Supplied data section start
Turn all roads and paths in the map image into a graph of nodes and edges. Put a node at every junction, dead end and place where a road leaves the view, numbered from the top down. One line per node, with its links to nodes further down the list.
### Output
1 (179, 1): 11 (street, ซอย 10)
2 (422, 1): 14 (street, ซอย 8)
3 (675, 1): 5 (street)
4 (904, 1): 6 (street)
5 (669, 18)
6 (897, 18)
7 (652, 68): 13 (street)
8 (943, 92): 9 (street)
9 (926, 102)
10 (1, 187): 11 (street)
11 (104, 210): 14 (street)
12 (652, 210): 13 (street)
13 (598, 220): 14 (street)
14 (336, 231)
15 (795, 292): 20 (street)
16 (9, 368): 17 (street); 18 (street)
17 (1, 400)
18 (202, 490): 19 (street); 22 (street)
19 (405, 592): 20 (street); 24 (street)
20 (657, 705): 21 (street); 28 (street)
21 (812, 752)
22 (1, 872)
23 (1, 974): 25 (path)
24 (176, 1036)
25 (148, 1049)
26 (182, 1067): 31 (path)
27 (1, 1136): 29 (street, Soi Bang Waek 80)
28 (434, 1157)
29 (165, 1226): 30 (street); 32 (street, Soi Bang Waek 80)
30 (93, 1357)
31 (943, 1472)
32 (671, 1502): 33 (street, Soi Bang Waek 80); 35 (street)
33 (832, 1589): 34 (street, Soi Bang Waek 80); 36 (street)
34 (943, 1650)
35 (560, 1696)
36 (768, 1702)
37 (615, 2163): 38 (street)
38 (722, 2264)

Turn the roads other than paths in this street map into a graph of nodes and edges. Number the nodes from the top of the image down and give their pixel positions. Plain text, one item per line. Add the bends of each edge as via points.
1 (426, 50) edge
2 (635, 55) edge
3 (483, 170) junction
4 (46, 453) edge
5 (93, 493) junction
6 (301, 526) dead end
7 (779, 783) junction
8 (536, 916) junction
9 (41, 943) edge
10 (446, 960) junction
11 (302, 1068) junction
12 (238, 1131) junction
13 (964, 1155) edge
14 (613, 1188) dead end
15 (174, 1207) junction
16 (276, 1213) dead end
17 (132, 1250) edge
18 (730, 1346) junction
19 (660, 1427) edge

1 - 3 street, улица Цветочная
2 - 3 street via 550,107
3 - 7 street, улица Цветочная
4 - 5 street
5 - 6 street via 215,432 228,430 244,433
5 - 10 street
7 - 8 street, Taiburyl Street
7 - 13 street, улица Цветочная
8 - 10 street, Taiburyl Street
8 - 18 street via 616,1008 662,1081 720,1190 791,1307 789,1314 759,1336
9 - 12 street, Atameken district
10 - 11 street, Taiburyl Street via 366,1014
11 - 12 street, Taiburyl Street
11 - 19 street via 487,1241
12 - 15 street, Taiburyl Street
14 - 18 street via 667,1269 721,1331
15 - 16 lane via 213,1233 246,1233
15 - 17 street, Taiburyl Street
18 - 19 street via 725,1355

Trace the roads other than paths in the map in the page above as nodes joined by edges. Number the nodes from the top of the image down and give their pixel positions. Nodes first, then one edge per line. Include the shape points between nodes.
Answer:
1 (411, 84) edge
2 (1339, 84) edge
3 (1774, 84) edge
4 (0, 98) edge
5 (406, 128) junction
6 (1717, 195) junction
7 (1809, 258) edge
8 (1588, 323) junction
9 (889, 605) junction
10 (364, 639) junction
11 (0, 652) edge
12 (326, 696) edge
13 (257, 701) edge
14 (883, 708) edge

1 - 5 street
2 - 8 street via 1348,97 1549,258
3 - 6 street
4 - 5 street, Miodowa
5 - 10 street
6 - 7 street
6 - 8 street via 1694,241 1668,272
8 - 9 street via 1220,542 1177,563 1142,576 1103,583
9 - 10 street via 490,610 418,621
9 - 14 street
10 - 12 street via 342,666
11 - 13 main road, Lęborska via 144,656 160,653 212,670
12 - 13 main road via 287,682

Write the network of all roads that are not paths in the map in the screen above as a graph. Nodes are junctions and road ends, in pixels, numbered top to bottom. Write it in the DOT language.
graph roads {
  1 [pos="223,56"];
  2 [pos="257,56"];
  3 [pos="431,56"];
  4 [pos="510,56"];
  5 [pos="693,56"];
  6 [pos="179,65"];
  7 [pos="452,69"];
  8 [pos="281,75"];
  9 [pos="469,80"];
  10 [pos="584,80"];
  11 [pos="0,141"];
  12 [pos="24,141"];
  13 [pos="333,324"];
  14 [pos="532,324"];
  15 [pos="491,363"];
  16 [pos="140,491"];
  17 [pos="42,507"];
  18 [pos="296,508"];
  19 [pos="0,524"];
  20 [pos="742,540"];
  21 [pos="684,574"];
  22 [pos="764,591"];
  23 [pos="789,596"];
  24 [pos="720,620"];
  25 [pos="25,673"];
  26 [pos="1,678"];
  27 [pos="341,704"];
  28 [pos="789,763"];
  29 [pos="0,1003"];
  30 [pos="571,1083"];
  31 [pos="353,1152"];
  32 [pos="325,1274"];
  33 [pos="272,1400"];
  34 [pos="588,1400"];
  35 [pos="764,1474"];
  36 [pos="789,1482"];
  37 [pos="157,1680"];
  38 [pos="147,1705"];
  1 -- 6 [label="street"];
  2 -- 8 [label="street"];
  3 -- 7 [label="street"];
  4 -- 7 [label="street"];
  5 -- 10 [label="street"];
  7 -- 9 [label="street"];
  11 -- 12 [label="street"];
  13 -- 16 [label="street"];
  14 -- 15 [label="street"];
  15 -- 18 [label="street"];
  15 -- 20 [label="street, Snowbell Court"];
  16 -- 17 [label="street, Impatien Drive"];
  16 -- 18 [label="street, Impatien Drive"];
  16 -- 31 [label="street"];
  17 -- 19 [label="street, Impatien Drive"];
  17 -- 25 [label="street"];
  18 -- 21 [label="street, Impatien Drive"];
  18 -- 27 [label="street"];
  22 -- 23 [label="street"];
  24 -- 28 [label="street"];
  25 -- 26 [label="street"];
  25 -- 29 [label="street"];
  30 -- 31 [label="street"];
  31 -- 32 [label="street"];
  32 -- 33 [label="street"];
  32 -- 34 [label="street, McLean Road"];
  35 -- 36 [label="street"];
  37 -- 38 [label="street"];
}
Supplied data section end
- Task
Write the material above out once more, exactly as it stands.

- Exercise result
Turn all roads and paths in the map image into a graph of nodes and edges. Put a node at every junction, dead end and place where a road leaves the view, numbered from the top down. One line per node, with its links to nodes further down the list.
### Output
1 (179, 1): 11 (street, ซอย 10)
2 (422, 1): 14 (street, ซอย 8)
3 (675, 1): 5 (street)
4 (904, 1): 6 (street)
5 (669, 18)
6 (897, 18)
7 (652, 68): 13 (street)
8 (943, 92): 9 (street)
9 (926, 102)
10 (1, 187): 11 (street)
11 (104, 210): 14 (street)
12 (652, 210): 13 (street)
13 (598, 220): 14 (street)
14 (336, 231)
15 (795, 292): 20 (street)
16 (9, 368): 17 (street); 18 (street)
17 (1, 400)
18 (202, 490): 19 (street); 22 (street)
19 (405, 592): 20 (street); 24 (street)
20 (657, 705): 21 (street); 28 (street)
21 (812, 752)
22 (1, 872)
23 (1, 974): 25 (path)
24 (176, 1036)
25 (148, 1049)
26 (182, 1067): 31 (path)
27 (1, 1136): 29 (street, Soi Bang Waek 80)
28 (434, 1157)
29 (165, 1226): 30 (street); 32 (street, Soi Bang Waek 80)
30 (93, 1357)
31 (943, 1472)
32 (671, 1502): 33 (street, Soi Bang Waek 80); 35 (street)
33 (832, 1589): 34 (street, Soi Bang Waek 80); 36 (street)
34 (943, 1650)
35 (560, 1696)
36 (768, 1702)
37 (615, 2163): 38 (street)
38 (722, 2264)

Turn the roads other than paths in this street map into a graph of nodes and edges. Number the nodes from the top of the image down and give their pixel positions. Plain text, one item per line. Add the bends of each edge as via points.
1 (426, 50) edge
2 (635, 55) edge
3 (483, 170) junction
4 (46, 453) edge
5 (93, 493) junction
6 (301, 526) dead end
7 (779, 783) junction
8 (536, 916) junction
9 (41, 943) edge
10 (446, 960) junction
11 (302, 1068) junction
12 (238, 1131) junction
13 (964, 1155) edge
14 (613, 1188) dead end
15 (174, 1207) junction
16 (276, 1213) dead end
17 (132, 1250) edge
18 (730, 1346) junction
19 (660, 1427) edge

1 - 3 street, улица Цветочная
2 - 3 street via 550,107
3 - 7 street, улица Цветочная
4 - 5 street
5 - 6 street via 215,432 228,430 244,433
5 - 10 street
7 - 8 street, Taiburyl Street
7 - 13 street, улица Цветочная
8 - 10 street, Taiburyl Street
8 - 18 street via 616,1008 662,1081 720,1190 791,1307 789,1314 759,1336
9 - 12 street, Atameken district
10 - 11 street, Taiburyl Street via 366,1014
11 - 12 street, Taiburyl Street
11 - 19 street via 487,1241
12 - 15 street, Taiburyl Street
14 - 18 street via 667,1269 721,1331
15 - 16 lane via 213,1233 246,1233
15 - 17 street, Taiburyl Street
18 - 19 street via 725,1355

Trace the roads other than paths in the map in the page above as nodes joined by edges. Number the nodes from the top of the image down and give their pixel positions. Nodes first, then one edge per line. Include the shape points between nodes.
Answer:
1 (411, 84) edge
2 (1339, 84) edge
3 (1774, 84) edge
4 (0, 98) edge
5 (406, 128) junction
6 (1717, 195) junction
7 (1809, 258) edge
8 (1588, 323) junction
9 (889, 605) junction
10 (364, 639) junction
11 (0, 652) edge
12 (326, 696) edge
13 (257, 701) edge
14 (883, 708) edge

1 - 5 street
2 - 8 street via 1348,97 1549,258
3 - 6 street
4 - 5 street, Miodowa
5 - 10 street
6 - 7 street
6 - 8 street via 1694,241 1668,272
8 - 9 street via 1220,542 1177,563 1142,576 1103,583
9 - 10 street via 490,610 418,621
9 - 14 street
10 - 12 street via 342,666
11 - 13 main road, Lęborska via 144,656 160,653 212,670
12 - 13 main road via 287,682

Write the network of all roads that are not paths in the map in the screen above as a graph. Nodes are junctions and road ends, in pixels, numbered top to bottom. Write it in the DOT language.
graph roads {
  1 [pos="223,56"];
  2 [pos="257,56"];
  3 [pos="431,56"];
  4 [pos="510,56"];
  5 [pos="693,56"];
  6 [pos="179,65"];
  7 [pos="452,69"];
  8 [pos="281,75"];
  9 [pos="469,80"];
  10 [pos="584,80"];
  11 [pos="0,141"];
  12 [pos="24,141"];
  13 [pos="333,324"];
  14 [pos="532,324"];
  15 [pos="491,363"];
  16 [pos="140,491"];
  17 [pos="42,507"];
  18 [pos="296,508"];
  19 [pos="0,524"];
  20 [pos="742,540"];
  21 [pos="684,574"];
  22 [pos="764,591"];
  23 [pos="789,596"];
  24 [pos="720,620"];
  25 [pos="25,673"];
  26 [pos="1,678"];
  27 [pos="341,704"];
  28 [pos="789,763"];
  29 [pos="0,1003"];
  30 [pos="571,1083"];
  31 [pos="353,1152"];
  32 [pos="325,1274"];
  33 [pos="272,1400"];
  34 [pos="588,1400"];
  35 [pos="764,1474"];
  36 [pos="789,1482"];
  37 [pos="157,1680"];
  38 [pos="147,1705"];
  1 -- 6 [label="street"];
  2 -- 8 [label="street"];
  3 -- 7 [label="street"];
  4 -- 7 [label="street"];
  5 -- 10 [label="street"];
  7 -- 9 [label="street"];
  11 -- 12 [label="street"];
  13 -- 16 [label="street"];
  14 -- 15 [label="street"];
  15 -- 18 [label="street"];
  15 -- 20 [label="street, Snowbell Court"];
  16 -- 17 [label="street, Impatien Drive"];
  16 -- 18 [label="street, Impatien Drive"];
  16 -- 31 [label="street"];
  17 -- 19 [label="street, Impatien Drive"];
  17 -- 25 [label="street"];
  18 -- 21 [label="street, Impatien Drive"];
  18 -- 27 [label="street"];
  22 -- 23 [label="street"];
  24 -- 28 [label="street"];
  25 -- 26 [label="street"];
  25 -- 29 [label="street"];
  30 -- 31 [label="street"];
  31 -- 32 [label="street"];
  32 -- 33 [label="street"];
  32 -- 34 [label="street, McLean Road"];
  35 -- 36 [label="street"];
  37 -- 38 [label="street"];
}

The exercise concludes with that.